And tso, gso and gro turned off:

root@17CTuXuong:~# ethtool -k eth0
Features for eth0:
rx-checksumming: on
tx-checksumming: on
        tx-checksum-ipv4: on
        tx-checksum-ip-generic: off [fixed]
        tx-checksum-ipv6: on
        tx-checksum-fcoe-crc: off [fixed]
        tx-checksum-sctp: off [fixed]
scatter-gather: on
        tx-scatter-gather: on
        tx-scatter-gather-fraglist: off [fixed]
tcp-segmentation-offload: off
        tx-tcp-segmentation: off
        tx-tcp-ecn-segmentation: off [fixed]
        tx-tcp6-segmentation: off
udp-fragmentation-offload: off [fixed]
generic-segmentation-offload: off
generic-receive-offload: off
large-receive-offload: off [fixed]
rx-vlan-offload: off [fixed]
tx-vlan-offload: on
ntuple-filters: off [fixed]
receive-hashing: off [fixed]
highdma: off [fixed]
rx-vlan-filter: on [fixed]
vlan-challenged: off [fixed]
tx-lockless: off [fixed]
netns-local: off [fixed]
tx-gso-robust: off [fixed]
tx-fcoe-segmentation: off [fixed]
tx-gre-segmentation: off [fixed]
tx-ipip-segmentation: off [fixed]
tx-sit-segmentation: off [fixed]
tx-udp_tnl-segmentation: off [fixed]
fcoe-mtu: off [fixed]
tx-nocache-copy: off
loopback: off [fixed]
rx-fcs: off [fixed]
rx-all: off [fixed]
tx-vlan-stag-hw-insert: off [fixed]
rx-vlan-stag-hw-parse: off [fixed]
rx-vlan-stag-filter: off [fixed]
l2-fwd-offload: off [fixed]
busy-poll: off [fixed]

This is on egress only.
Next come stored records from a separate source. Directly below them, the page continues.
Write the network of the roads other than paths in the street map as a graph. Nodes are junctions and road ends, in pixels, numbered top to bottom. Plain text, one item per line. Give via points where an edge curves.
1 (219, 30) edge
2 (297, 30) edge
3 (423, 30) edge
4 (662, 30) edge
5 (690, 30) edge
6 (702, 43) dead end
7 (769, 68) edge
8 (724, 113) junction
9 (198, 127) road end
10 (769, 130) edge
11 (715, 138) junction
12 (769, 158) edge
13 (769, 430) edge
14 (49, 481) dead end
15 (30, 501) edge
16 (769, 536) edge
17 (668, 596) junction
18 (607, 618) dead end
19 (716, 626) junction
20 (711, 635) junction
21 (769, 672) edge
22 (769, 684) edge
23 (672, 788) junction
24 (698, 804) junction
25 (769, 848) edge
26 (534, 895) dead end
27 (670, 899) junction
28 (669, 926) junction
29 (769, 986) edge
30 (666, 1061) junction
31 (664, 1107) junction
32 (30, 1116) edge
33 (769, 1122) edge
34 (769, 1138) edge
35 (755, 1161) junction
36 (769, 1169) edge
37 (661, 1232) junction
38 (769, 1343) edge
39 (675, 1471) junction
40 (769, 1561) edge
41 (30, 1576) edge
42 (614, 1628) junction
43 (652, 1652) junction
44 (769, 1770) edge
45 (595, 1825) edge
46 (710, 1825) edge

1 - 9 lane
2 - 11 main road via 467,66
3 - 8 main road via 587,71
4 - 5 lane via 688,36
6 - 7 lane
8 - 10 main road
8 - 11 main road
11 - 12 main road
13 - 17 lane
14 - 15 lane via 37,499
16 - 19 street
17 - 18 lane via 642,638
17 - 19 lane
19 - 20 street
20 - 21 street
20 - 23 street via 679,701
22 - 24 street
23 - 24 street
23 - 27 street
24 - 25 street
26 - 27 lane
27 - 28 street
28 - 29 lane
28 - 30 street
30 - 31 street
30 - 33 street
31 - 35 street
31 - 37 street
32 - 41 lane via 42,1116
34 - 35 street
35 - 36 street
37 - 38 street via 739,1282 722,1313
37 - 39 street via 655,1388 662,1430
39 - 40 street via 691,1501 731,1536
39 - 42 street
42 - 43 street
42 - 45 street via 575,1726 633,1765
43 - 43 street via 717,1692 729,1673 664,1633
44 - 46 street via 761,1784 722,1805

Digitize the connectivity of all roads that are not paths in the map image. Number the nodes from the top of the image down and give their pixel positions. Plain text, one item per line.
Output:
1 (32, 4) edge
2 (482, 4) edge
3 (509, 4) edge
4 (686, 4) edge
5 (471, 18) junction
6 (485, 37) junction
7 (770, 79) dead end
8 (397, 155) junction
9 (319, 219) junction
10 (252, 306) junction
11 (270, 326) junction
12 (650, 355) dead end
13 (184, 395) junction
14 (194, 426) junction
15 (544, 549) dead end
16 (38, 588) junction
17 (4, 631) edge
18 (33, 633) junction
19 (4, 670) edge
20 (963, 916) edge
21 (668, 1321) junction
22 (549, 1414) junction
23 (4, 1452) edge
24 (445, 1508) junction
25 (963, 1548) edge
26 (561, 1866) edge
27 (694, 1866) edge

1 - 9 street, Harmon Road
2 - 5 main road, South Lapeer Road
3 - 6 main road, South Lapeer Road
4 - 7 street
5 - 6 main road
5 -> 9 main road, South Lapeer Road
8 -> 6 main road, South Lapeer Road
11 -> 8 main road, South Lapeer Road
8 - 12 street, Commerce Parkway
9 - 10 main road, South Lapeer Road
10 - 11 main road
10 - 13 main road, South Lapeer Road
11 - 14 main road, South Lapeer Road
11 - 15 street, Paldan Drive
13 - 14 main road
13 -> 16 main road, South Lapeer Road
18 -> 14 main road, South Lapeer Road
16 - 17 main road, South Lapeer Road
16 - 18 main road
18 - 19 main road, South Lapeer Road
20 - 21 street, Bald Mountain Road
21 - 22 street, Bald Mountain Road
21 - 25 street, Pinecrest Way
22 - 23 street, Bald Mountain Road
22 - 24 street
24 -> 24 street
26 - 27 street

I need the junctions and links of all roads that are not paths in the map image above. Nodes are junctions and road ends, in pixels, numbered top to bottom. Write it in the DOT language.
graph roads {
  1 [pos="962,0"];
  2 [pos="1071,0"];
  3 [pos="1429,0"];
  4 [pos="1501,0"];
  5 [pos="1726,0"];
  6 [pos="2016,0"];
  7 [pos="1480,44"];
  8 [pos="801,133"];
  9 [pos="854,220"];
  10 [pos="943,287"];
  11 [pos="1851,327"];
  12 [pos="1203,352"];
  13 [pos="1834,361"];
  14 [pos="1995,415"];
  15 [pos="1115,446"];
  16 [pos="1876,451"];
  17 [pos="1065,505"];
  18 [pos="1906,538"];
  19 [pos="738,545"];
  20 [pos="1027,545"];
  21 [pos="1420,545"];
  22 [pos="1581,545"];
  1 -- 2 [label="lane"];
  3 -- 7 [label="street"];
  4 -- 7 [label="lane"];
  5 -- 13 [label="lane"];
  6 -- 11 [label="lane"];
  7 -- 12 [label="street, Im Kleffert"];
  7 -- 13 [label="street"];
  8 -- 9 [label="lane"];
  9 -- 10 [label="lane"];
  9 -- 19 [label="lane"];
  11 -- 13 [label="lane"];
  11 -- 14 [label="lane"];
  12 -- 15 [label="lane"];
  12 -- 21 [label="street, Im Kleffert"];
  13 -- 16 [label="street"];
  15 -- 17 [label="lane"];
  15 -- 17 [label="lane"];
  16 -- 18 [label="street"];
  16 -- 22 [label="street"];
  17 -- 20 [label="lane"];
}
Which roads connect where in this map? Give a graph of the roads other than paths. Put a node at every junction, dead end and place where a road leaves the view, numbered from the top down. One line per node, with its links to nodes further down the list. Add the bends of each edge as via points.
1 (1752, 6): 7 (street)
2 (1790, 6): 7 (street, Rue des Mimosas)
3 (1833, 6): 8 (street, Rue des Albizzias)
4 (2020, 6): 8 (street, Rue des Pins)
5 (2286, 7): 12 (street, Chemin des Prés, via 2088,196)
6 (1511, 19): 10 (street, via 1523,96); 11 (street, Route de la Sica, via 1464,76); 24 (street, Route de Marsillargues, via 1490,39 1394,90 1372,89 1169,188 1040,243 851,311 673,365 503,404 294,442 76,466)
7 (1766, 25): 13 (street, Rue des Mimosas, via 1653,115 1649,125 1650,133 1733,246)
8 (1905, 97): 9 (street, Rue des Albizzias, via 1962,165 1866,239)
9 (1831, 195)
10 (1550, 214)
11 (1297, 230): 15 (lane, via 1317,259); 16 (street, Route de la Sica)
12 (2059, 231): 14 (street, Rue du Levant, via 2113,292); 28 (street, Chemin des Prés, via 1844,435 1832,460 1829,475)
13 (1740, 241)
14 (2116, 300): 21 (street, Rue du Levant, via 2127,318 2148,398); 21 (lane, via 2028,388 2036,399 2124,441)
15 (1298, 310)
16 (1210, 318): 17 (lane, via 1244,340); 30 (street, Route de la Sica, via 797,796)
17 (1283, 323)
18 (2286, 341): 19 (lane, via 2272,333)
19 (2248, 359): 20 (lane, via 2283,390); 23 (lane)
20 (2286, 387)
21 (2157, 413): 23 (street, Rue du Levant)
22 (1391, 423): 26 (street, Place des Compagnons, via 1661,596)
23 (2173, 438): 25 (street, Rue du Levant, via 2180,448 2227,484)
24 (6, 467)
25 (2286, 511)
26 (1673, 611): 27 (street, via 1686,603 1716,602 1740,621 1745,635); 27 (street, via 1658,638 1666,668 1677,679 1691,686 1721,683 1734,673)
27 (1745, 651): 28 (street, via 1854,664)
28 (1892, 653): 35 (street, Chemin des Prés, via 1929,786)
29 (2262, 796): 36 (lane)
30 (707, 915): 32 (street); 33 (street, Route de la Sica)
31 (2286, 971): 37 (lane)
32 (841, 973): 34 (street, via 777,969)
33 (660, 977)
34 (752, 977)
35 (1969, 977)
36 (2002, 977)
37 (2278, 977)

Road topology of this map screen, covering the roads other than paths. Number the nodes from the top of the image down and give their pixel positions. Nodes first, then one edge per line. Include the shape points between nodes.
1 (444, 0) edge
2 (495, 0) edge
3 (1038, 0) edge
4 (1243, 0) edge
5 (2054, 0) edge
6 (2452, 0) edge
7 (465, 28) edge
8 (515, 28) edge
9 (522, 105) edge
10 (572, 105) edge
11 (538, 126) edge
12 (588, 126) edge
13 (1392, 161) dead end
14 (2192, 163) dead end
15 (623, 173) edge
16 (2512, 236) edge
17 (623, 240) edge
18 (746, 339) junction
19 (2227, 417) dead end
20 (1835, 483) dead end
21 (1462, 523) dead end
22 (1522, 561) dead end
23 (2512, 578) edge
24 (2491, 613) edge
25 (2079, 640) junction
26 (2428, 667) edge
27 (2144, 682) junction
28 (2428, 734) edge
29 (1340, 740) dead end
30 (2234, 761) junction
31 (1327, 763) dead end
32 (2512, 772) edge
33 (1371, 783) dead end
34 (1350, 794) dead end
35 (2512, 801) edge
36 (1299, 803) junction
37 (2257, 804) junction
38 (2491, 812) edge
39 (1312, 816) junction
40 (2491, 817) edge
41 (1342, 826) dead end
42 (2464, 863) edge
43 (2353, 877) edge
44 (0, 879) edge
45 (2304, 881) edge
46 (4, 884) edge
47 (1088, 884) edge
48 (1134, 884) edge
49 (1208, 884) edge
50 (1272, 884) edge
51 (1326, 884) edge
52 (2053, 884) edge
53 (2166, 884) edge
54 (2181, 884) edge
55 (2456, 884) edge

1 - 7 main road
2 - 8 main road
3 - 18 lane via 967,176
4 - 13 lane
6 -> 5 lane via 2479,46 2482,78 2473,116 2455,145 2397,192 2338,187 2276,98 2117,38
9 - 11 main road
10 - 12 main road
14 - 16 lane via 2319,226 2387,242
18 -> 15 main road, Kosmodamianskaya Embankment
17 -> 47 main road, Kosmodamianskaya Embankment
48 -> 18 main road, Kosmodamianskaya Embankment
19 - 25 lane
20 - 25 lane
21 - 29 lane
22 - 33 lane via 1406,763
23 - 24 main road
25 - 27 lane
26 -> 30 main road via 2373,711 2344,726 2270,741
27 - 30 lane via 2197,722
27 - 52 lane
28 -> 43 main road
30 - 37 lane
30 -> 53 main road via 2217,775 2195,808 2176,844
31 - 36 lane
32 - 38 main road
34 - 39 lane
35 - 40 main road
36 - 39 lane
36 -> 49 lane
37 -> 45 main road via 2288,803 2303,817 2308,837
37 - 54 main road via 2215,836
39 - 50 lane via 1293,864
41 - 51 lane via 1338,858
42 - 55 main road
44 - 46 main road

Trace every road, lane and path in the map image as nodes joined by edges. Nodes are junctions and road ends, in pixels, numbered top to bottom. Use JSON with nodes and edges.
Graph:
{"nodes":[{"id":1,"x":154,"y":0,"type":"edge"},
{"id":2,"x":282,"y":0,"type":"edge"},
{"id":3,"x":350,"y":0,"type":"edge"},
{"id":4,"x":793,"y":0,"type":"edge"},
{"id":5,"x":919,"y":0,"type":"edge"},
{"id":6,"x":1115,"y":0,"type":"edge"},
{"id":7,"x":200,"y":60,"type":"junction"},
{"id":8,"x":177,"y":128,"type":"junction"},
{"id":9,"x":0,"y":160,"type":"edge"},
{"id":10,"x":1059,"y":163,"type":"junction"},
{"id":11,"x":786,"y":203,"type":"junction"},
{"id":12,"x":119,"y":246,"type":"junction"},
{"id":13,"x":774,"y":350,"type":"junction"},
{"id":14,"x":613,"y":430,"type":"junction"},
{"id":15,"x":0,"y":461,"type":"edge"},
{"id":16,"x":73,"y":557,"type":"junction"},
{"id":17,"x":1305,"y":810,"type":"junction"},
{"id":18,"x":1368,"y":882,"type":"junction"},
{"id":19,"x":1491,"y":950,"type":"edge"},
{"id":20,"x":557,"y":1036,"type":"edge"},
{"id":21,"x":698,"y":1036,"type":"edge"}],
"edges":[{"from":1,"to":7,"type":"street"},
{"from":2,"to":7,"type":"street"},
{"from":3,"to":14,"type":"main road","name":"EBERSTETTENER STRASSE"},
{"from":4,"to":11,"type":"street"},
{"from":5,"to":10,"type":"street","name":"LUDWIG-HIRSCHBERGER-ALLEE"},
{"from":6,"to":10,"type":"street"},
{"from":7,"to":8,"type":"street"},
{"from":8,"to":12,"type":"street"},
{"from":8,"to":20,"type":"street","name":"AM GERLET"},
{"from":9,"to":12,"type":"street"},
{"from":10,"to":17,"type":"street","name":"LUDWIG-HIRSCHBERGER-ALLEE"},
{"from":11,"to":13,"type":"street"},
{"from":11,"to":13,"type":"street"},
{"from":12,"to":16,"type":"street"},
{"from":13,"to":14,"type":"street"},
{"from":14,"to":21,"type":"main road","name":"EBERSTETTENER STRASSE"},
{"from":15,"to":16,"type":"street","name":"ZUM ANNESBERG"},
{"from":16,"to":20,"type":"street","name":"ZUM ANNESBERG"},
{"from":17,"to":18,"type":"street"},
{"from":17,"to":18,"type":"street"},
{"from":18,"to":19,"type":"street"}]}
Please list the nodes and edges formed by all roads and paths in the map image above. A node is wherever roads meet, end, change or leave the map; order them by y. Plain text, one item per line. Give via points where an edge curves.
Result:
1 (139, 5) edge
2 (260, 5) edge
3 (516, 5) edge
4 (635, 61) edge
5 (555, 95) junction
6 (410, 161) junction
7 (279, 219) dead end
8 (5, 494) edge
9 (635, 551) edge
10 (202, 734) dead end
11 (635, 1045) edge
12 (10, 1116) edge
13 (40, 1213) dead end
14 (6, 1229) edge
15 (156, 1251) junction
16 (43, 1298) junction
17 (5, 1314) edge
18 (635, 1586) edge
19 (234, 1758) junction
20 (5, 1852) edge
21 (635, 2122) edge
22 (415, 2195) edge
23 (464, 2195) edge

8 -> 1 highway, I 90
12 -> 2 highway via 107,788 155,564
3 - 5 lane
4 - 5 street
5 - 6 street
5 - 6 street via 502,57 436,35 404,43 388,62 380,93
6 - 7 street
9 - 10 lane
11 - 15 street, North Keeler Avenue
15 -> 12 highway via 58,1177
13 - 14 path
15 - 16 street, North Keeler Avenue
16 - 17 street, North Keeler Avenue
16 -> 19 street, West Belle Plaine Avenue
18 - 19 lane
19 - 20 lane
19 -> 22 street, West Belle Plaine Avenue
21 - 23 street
The way to stop this is to disable GRO on all of the router's interfaces (wireed and wireless) as the kernel will keep an already assembled giant packet intact. That said, cake actually attempts to dissect the giants into reasonable sized "chunks" so that latency under load should still be fine. My recommendation would be to leave things as they are unless you notice unwanted behavior under load... (Really GRO and GSO are not bad things in themselves, they help the kernel to better scale to high packet rates, so disabling them without the need to do so will make your system less efficient).

Hope that helps